Tristemente, nuestra Honduras se encuentra bajo una incertidumbre y un estado de precariedad institucional que tiene en entredicho nuestra democracia.

Encima de dicho entorno de adversidades, rescatamos una obra que nos une y que mueve las fibras más profundas de nuestros sentimientos, porque es una causa noble e igualmente justa: la Teletón.

Teletón es servicio

Esta noche se inaugura la jornada más grande de solidaridad a la que estamos convocados los hondureños, con la meta de recaudar 77.5 millones de lempiras que serán utilizados para financiar el mantenimiento de los centros de la Teletón a nivel nacional.

Esos fondos se destinarán, asimismo, a la ampliación de los servicios que son puestos a disposición de nuestros semejantes que sufren distintos tipos de discapacidad.

“Teletón es Servicio”. En esta frase se encierra todo el significado de la labor humanitaria que desarrolla la red de los centros de atención que funcionan en Catacamas, Choluteca, San Pedro Sula, Santa Rosa de Copán y Tegucigalpa.

Bajo este lema se llevará a cabo la enorme jornada que inicia esta noche y que se prolongará por 27 horas, a fin de canalizar las aportaciones de la población, de organizaciones sociales y de la empresa privada que cada año se unen para darle más vida al proyecto más noble, humano, sincero y generoso: la Teletón.

La mayor parte de los ingresos en los establecimientos de atención de Teletón corresponde a niños y jóvenes que presentan alguna limitación de tipo motor, aunque el porcentaje de adultos discapacitados que acuden para recibir ayuda también se ha mantenido en crecimiento.

Han pasado 38 años desde que se realizó la primera edición de la obra de fe y de amor de mayor significado en el país.

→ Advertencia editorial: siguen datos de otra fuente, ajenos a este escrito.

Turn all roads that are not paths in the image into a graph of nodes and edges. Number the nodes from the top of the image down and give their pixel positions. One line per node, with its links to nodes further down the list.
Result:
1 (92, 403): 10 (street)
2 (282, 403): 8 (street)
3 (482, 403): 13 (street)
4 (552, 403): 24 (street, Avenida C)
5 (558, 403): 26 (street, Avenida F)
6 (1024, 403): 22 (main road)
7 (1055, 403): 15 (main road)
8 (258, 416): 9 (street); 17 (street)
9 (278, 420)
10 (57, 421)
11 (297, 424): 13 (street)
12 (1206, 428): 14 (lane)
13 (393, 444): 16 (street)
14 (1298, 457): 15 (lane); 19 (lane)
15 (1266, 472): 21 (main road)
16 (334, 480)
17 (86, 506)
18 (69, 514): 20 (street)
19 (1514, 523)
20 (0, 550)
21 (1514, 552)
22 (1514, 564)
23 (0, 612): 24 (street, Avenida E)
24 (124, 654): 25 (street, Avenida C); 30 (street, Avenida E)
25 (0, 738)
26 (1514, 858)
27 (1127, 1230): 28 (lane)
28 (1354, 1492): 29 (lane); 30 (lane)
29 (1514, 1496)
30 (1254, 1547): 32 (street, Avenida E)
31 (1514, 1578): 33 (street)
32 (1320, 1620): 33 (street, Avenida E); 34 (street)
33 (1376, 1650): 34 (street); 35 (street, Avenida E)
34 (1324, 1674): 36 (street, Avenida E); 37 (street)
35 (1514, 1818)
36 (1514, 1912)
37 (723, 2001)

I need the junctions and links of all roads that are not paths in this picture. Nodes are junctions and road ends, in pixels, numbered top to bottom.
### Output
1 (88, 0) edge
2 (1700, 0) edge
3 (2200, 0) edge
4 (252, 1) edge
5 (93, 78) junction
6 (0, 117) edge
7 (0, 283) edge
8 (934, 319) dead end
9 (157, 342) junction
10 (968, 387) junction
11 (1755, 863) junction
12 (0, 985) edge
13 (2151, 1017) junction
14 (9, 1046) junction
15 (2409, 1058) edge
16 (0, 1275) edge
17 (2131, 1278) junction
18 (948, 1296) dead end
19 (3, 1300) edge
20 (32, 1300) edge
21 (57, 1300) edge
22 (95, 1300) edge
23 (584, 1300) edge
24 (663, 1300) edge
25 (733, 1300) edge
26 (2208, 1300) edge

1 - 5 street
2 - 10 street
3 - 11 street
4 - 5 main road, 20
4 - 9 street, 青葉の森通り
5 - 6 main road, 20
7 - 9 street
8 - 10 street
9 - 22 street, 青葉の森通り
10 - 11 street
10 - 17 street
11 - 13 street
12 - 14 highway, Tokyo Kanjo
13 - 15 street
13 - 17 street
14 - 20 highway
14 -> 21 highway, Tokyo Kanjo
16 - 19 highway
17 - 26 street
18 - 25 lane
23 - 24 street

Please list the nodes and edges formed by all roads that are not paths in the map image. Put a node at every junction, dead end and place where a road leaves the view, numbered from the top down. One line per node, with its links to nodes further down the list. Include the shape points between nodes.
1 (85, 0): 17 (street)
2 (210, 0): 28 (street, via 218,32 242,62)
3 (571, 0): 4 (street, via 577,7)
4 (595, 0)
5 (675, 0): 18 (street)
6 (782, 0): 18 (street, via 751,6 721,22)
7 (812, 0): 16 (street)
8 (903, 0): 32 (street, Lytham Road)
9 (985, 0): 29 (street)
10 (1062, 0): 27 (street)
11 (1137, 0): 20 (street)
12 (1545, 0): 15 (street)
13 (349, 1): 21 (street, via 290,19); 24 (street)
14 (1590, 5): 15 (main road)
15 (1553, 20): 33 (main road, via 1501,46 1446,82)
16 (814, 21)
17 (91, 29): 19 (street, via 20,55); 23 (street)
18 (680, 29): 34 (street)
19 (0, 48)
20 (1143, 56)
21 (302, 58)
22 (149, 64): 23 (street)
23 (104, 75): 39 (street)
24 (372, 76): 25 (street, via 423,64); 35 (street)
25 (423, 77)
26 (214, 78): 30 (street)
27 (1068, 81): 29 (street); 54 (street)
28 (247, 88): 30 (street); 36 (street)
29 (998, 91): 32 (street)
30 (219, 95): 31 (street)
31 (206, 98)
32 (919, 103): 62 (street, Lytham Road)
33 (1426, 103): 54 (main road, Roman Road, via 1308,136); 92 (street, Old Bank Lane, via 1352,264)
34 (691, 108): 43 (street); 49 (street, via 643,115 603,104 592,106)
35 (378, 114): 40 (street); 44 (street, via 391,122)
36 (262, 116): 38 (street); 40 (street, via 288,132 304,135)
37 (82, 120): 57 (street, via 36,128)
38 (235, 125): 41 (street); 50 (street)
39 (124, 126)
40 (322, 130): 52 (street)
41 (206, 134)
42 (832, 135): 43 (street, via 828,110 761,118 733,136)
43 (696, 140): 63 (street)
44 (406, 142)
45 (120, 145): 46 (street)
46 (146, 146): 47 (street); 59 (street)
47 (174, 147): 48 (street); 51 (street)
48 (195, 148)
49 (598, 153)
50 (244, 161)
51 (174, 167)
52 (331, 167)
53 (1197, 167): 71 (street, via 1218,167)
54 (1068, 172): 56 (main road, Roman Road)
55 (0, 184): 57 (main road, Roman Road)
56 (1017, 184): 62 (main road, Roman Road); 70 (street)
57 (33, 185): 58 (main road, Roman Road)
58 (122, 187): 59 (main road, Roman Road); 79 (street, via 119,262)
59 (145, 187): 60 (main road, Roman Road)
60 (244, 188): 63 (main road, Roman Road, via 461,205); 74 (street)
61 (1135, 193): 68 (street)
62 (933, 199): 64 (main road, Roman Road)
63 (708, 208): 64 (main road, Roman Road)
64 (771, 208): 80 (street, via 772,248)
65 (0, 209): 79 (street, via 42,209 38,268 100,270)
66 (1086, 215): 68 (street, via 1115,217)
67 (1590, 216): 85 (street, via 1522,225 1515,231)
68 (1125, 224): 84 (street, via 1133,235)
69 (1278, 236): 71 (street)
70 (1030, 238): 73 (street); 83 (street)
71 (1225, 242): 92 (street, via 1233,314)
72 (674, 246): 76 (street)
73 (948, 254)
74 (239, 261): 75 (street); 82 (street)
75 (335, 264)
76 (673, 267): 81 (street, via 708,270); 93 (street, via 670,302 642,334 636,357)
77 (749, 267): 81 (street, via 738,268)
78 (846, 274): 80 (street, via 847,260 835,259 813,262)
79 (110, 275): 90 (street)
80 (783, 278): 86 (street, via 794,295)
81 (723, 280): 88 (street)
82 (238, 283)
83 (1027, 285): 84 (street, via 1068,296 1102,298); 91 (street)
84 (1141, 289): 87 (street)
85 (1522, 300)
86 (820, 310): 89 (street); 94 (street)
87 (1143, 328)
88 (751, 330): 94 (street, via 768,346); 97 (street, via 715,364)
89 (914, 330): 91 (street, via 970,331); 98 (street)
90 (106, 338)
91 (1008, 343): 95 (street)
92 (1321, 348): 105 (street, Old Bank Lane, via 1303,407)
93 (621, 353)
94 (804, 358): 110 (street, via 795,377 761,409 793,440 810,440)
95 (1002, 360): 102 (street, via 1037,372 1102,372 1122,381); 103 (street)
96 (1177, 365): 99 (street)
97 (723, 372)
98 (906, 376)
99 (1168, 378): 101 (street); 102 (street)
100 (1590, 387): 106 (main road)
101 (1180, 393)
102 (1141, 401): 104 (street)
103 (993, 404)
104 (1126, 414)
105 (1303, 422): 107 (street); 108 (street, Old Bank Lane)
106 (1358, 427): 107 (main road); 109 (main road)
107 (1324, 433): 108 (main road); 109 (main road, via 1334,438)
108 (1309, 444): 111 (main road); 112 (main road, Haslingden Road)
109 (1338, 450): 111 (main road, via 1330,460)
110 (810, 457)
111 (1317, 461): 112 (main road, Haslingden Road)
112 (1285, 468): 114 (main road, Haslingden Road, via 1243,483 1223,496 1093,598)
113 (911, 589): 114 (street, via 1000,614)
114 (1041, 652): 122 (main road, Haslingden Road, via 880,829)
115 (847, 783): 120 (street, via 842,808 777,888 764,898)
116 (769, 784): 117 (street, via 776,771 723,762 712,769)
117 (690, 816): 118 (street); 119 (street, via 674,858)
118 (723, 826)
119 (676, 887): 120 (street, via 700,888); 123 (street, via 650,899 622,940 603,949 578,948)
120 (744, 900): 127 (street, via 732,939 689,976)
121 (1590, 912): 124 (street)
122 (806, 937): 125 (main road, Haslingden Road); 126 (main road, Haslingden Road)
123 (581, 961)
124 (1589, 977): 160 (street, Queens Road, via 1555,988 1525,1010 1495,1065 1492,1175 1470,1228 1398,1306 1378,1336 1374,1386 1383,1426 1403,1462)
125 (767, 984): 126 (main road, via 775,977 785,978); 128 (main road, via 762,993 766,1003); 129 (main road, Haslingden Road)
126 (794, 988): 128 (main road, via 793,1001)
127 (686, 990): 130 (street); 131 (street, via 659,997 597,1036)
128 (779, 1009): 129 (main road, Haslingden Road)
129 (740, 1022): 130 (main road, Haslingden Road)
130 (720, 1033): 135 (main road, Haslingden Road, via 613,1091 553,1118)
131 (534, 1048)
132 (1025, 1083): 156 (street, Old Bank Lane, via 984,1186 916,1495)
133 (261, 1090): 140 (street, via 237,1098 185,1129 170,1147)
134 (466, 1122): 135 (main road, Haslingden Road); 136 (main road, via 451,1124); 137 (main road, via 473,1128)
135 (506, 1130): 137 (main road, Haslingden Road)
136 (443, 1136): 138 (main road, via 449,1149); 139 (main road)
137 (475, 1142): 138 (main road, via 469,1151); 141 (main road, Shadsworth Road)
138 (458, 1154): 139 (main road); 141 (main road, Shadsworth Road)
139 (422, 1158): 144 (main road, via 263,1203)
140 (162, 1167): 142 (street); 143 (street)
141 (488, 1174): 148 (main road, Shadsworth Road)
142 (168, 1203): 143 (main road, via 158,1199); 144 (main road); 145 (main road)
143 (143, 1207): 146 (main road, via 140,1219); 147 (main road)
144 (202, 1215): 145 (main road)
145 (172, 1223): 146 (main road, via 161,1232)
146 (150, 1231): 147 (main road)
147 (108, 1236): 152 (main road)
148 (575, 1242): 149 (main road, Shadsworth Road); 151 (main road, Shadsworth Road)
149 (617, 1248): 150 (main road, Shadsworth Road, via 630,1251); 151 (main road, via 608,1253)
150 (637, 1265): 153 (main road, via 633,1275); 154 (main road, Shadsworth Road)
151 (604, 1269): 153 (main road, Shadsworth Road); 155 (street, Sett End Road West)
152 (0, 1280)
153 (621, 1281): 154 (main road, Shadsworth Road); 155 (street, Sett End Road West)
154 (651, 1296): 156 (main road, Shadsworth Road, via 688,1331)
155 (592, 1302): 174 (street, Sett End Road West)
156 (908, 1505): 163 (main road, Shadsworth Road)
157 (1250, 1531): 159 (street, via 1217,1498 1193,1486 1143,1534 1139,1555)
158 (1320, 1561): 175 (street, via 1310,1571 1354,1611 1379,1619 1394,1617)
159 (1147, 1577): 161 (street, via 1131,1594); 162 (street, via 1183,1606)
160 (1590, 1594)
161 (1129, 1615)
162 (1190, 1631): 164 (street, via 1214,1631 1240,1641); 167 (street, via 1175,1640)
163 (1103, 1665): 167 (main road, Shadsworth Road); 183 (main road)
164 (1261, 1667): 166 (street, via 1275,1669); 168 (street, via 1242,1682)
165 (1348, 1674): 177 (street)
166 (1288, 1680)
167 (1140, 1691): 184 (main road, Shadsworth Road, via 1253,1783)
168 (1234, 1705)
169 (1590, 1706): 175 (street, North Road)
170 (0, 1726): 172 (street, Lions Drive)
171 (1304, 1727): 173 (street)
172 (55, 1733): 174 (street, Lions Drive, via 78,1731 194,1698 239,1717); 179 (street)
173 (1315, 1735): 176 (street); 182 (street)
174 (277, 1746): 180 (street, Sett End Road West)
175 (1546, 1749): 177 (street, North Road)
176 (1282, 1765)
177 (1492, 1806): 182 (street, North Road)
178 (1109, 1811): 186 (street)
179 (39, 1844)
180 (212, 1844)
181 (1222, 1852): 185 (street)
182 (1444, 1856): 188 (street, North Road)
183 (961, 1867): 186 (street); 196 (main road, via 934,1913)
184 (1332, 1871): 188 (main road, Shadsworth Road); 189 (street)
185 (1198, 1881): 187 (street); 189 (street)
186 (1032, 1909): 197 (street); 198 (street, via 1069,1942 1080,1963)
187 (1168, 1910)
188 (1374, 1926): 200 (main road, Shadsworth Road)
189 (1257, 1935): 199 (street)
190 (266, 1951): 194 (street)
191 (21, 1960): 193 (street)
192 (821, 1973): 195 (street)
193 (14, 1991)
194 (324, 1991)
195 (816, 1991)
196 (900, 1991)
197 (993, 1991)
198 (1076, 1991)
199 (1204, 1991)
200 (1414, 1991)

En casi cuatro décadas, se ha cultivado lo que se cosechó. 

La semilla filantrópica sembrada por el presidente de la Fundación Teletón, el señor José Rafael Ferrari, ha dado sus buenos frutos y ha continuado de la mano del licenciado Rafael Enrique Villeda y el grupo de buenos hombres que le acompañan en esta cruzada.

En todo este tiempo se ha mantenido la esperanza para los pacientes con discapacidades de diversa naturaleza. La Teletón se ha convertido en el símbolo de solidaridad de los hondureños, pero también es la fuerza del amor y la voz que nos llama a los hondureños a identificarnos con nuestros semejantes.